The first night wasn’t that great, but the second I got transferred to another department for training. I had a rough time the first couple nights because everybody wanted to be a boss, and I was being given contradictory instructions right and left. It was infuriating. After blowing my stack, one of the guys came over to talk to me.

He had a Fonzie personality, and he told me I had bad energy. He proceeded to tell me his story. He had been in a bad accident and spent considerable time in a coma. He pulled out of the coma and went back to work, scars and all. A couple days later, the same guy hurt his foot. He didn’t miss a day of work, even though he had to walk like a baby, with his feet far apart and his hands up in the air for balance. He was a perfectionist, and when he was working on “the team,” I would have an easy night without having to shut down machines and request a lot of redos. He was never late nor absent, and was always willing to work an extra eight hours when asked.

Another guy worked at the stations next to me and elsewhere in the plant. He took pride in working sixteen hour days and working himself out of a job.

Another guy I liked was our technician. He knew his stuff, and was the reason our shift could do more than the other shifts with 1/3 as many people. He would often cuss at the computers, but he was kind and gentle with the humans, sharing his knowledge to make us all increasingly independent.

Sadly, sales took an unprecedented nosedive almost a week before anticipated. There was sadness in the air as the bosses started sending people home early. We could see the orders and knew they had zeroed out. We weren’t laid off, but we could feel it coming. People were crying. It wasn’t so much the absence of money we would face as the camaraderie we would lose. There was something about being on the A-Team among bright people who wanted to do their jobs well (and leave the other shifts in our dust).

The night before the phone came confirming the bad news, I couldn’t sleep. I drove to the apartment complex where I used to live and saw it had changed, but now it looked like it does in my dreams. I drove down the road. I felt impressed to turn on the radio just in time to hear an obscure song by my favorite band in the world. At that point, I realized we were “in the deep mid-winter.” Short Day was just around the corner. It seemed it was summer the last I looked.
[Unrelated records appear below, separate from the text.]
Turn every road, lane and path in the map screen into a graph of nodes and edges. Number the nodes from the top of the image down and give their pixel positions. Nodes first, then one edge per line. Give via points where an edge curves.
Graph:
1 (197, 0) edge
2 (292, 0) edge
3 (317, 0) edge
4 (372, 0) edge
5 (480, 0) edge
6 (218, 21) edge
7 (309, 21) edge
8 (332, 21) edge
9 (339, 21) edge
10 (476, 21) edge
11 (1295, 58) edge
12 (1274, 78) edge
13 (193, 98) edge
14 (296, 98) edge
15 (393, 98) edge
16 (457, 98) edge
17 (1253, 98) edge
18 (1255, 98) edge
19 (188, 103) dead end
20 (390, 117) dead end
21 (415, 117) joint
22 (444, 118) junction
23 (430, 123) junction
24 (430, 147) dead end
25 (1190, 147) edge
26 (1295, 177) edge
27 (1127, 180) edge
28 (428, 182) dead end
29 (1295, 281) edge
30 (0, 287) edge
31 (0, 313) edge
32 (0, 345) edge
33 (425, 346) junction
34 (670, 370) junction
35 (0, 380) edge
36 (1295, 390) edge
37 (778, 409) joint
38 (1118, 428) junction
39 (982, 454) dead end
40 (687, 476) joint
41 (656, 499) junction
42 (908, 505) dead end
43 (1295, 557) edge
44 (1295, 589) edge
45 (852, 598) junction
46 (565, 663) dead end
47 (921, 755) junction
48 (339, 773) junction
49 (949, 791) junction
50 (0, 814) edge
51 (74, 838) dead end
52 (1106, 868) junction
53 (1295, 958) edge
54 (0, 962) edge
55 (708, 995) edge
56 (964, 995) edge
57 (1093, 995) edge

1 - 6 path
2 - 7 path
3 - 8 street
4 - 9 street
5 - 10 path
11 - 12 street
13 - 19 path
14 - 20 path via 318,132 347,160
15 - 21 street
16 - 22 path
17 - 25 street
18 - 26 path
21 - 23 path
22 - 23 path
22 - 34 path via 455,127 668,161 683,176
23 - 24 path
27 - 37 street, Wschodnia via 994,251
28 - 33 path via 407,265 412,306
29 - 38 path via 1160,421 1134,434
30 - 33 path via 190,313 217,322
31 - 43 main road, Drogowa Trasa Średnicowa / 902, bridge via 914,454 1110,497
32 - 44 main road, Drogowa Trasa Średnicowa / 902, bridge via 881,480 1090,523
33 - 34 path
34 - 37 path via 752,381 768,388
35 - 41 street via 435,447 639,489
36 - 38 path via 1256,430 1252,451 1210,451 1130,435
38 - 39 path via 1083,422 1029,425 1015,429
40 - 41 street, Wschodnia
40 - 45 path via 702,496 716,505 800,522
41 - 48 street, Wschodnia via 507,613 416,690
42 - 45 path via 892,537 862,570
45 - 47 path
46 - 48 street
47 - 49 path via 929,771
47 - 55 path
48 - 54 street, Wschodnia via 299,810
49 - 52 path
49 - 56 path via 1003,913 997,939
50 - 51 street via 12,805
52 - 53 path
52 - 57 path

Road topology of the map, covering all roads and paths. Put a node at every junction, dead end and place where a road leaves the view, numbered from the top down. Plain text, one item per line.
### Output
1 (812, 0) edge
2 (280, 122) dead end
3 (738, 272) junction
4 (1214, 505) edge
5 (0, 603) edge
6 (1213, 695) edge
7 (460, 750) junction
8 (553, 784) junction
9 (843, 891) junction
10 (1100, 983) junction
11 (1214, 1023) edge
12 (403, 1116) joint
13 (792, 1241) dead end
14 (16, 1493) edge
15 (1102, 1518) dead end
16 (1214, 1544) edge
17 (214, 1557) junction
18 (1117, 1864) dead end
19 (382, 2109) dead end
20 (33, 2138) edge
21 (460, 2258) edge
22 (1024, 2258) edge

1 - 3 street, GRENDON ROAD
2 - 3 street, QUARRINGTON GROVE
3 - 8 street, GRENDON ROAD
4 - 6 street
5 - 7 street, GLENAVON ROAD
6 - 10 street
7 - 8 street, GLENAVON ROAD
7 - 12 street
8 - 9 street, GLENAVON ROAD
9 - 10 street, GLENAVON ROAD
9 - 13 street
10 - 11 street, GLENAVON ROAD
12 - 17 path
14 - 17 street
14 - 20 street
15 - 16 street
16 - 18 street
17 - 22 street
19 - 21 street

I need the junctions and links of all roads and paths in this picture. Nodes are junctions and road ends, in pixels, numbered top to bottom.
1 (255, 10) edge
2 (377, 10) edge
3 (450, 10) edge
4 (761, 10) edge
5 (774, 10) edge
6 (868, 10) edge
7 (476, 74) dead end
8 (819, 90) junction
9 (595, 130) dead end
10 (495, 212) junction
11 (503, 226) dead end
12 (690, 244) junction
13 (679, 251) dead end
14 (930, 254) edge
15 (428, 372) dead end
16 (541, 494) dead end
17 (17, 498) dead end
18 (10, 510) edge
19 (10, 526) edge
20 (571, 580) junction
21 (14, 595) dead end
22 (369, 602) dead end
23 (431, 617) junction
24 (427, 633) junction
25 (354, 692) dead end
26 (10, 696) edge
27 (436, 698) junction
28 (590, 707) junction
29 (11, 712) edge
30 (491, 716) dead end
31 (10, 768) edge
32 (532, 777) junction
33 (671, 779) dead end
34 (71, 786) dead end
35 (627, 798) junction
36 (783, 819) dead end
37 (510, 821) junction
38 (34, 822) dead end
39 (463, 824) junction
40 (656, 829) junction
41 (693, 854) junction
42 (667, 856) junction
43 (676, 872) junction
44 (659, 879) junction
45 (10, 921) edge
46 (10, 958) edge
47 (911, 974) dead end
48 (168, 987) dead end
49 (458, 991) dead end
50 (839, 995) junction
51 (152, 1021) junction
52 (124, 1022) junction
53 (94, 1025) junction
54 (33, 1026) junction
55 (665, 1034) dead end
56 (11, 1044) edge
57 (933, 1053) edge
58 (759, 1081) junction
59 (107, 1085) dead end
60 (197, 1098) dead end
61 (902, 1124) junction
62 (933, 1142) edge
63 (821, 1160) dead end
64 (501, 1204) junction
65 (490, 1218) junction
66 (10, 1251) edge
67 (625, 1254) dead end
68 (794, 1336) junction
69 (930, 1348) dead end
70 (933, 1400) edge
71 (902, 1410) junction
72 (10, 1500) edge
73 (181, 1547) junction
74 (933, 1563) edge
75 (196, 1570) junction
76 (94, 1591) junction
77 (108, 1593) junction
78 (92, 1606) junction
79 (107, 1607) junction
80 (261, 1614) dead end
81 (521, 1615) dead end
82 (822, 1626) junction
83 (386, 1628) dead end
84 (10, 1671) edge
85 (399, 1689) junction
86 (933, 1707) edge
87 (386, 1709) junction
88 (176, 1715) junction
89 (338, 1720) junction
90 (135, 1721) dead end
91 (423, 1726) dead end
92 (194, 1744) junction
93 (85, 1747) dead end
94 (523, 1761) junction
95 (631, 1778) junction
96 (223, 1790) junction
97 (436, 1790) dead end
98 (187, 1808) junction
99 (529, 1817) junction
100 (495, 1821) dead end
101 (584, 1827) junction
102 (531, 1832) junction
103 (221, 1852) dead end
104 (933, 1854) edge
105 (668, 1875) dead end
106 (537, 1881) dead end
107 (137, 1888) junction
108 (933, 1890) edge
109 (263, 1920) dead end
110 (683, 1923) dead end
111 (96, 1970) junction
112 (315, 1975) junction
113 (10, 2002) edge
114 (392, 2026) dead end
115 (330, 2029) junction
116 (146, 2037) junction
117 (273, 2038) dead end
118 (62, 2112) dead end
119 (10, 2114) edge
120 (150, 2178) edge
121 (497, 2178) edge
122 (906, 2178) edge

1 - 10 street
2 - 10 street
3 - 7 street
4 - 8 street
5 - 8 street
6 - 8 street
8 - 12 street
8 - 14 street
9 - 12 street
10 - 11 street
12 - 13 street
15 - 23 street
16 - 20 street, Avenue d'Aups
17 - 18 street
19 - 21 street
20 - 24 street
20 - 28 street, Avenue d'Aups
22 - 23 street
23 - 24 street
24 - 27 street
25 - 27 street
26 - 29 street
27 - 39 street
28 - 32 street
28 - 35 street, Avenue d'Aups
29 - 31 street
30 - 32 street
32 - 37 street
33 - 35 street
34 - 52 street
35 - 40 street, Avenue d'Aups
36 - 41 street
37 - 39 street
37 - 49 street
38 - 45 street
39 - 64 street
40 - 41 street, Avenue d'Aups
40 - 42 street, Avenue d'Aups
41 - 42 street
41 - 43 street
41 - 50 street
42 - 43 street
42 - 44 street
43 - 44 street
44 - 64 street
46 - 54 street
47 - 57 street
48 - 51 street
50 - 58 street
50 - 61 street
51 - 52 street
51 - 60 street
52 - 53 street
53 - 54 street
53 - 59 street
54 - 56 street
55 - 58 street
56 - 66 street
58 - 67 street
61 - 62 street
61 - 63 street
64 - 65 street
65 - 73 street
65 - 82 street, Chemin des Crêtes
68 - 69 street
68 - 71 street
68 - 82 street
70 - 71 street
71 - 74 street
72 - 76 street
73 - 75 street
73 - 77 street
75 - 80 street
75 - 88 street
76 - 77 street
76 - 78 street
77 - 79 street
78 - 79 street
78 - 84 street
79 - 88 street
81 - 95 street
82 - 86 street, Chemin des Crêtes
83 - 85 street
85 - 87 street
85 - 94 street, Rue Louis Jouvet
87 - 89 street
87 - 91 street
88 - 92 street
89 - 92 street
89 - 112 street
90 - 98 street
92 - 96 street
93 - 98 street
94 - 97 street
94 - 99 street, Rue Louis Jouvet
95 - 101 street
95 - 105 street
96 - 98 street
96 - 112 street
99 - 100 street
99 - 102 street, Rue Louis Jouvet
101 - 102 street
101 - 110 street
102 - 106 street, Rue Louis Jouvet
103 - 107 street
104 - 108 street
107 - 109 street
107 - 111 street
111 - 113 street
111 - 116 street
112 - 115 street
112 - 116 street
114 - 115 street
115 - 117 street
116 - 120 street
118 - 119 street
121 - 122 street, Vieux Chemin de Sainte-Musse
The next day, oblivious to what awaited me on my cell phone, I thought I saw one of my favorite coworkers not once, but twice as I worked my mall job. Part of me wanted to run from my duties into the hall, give him a big hug, and say, “I love you, man!” But the discipline in me forbade it. I told myself I’d just tell him I saw him in the mall when I saw him that night.

But that night never came. We were all laid off, left with only a treasure trove of memories and the best of feelings for helping the economy, among friends.